No, of course, she wouldn’t use that last line. She
wasn’t supposed to be charging anything. She’d promised.
But she didn’t have enough money to take advantage of the
sales. And if she didn’t take advantage of the sales, how
could she save money? It was a terrible, vicious circle.
She should take it all back. Brian probably
wouldn’t get that excited about the shoes or the dress
anyway. Just show up naked. That was what her friends
always joked. Even naked she couldn’t explain about the new
charge cards. Not these days.
Her best bet was to get home before Brian. She
could make it. Her foot pressed down harder. She wouldn’t
buy anything more all month, and she’d take back the shoes.
But the dress – fifty percent off, for heaven’s sake.
Just get home and ditch the stuff. Then you can
decide what to do. She roared off the exit ramp then
turned right onto Cedar Springs Road. Ten more minutes and
she’d be in Heart Lake Estates. The finish line was in
sight.
Oh, no. What was this behind her? Her stomach fell
at the sight of the flashing lights. Nooo. This was so
unfair. Yes, she was going fifteen miles over the speed
limit, but she had an emergency brewing here. And thirty
was too slow. What sicko had decided you could only go
thirty on this road anyway? It was probably someone who had
no life, nowhere to be, no husband to beat home.
Once again a conversation started at the back of
her brain.
Brian Hey, I beat you home. Where were you?
Tiffany: Just out running some errands.
Brian: What’s that piece of paper in your hand?
Tiffany: Ummmm . . .
She could not, COULD NOT, get a speeding ticket.
They couldn’t afford it.
Heart thudding, she watched as the policeman got
out of his patrol car. He was big and burly. Big men loved
sweet, little blondes with blue eyes. That had to work in
her favor. She saw the wedding ring on his finger. Darn. It
would have worked more in her favor if he’d been single.
She let down her window and showed him the most pitiful
expression she could muster. “I was speeding, I know, but
please don’t give me a ticket. I haven’t had a ticket since
I was eighteen.” Actually, twenty, but close enough.

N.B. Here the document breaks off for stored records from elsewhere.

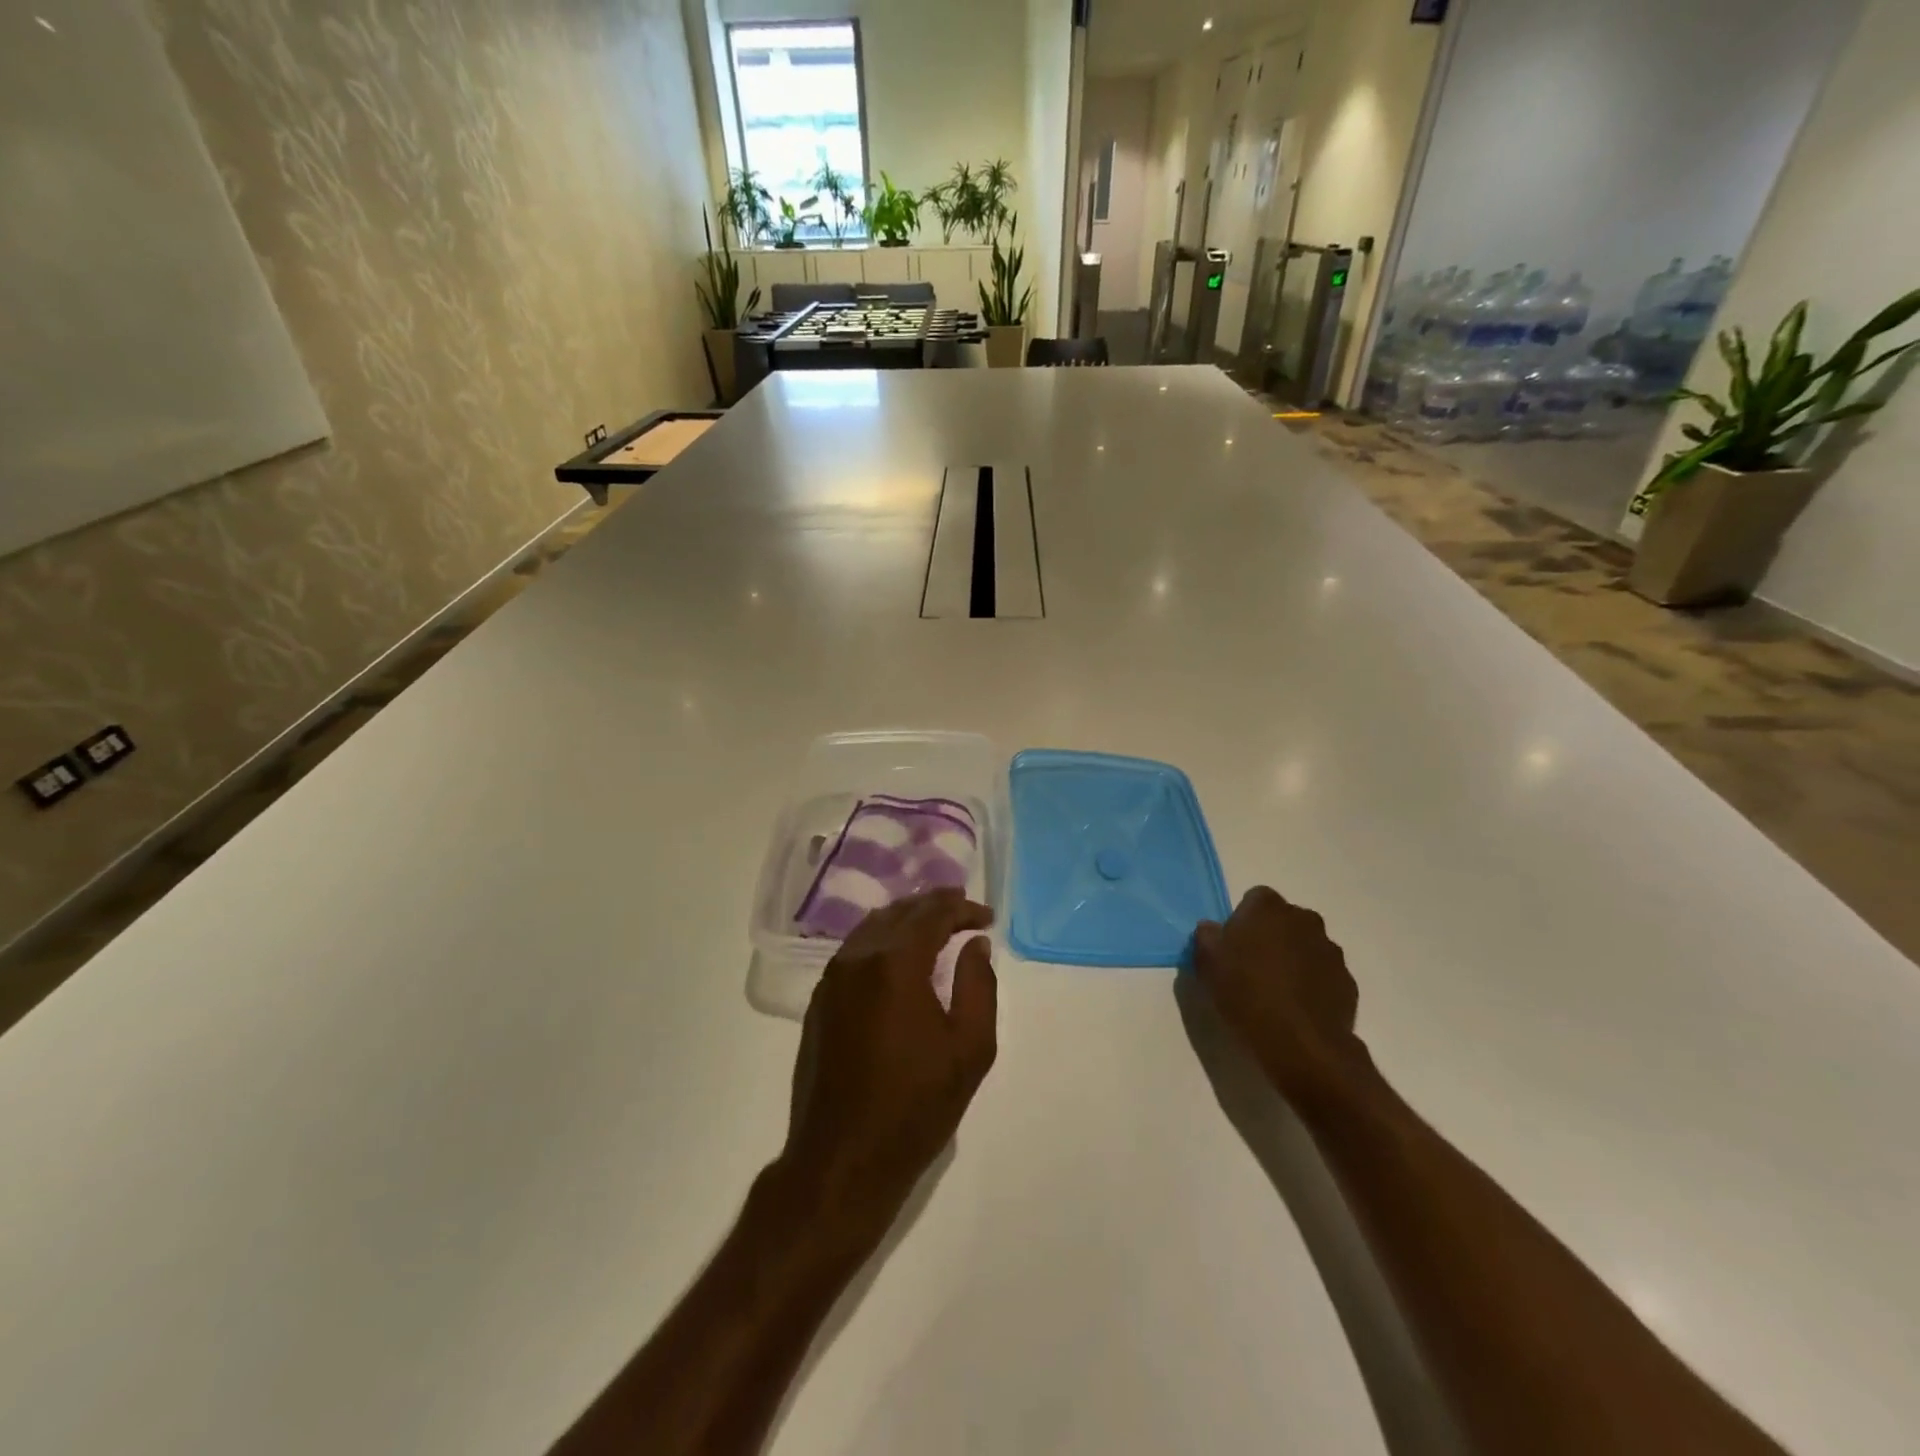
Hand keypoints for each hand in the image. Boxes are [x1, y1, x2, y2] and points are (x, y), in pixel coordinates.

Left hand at [780, 890, 997, 1254]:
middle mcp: (857, 958)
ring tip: (935, 925)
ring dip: (906, 919)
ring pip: (872, 927)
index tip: (986, 917)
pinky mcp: (820, 1001)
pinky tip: (898, 956)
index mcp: (895, 964)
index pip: (931, 914)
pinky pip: (854, 950)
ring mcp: (832, 979)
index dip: (961, 909)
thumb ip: (978, 985)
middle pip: (899, 912)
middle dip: (934, 905)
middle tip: (963, 909)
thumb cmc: (915, 1106)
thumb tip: (974, 944)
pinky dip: (882, 940)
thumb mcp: (969, 1048)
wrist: (843, 1159)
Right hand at [1193, 887, 1366, 1102]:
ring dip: (1293, 959)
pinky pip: (1323, 974)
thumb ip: (1207, 936)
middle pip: (1284, 920)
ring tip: (1276, 992)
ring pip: (1306, 946)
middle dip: (1271, 936)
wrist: (1301, 1044)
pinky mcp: (1347, 982)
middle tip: (1252, 967)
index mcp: (1268, 908)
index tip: (1233, 946)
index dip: (1242, 920)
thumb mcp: (1207, 962)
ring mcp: (1330, 950)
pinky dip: (1312, 984)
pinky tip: (1297, 1009)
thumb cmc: (1245, 994)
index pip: (1254, 899)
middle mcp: (1304, 920)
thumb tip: (1213, 929)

Parking tickets didn’t count. Neither did citations for
running stop signs. “I promise I won’t speed again. Ever.
If I come home with a speeding ticket . . .” And a trunk
full of shopping bags. She couldn’t even think about it.
She might as well throw herself in the lake and be done
with it.
The officer regarded her sadly. Good, she’d won his
sympathy. She looked back at him with tears in her eyes.
“Lady, you were going twenty miles over the limit.
I can’t not give you a ticket.”
What? What was this? “Oh, God, please.” Now she opted to
shed the tears. They were wasted sitting around in her
eyeballs. “My husband will kill me.” How was she going to
pay on her credit card if she had to use the money for a
stupid speeding ticket?
“Don’t worry,” said the officer.
“Yes?” He’d had a change of heart. She was saved! Long live
blonde.
“They take MasterCard at the courthouse. May I have your
driver’s license and registration please?”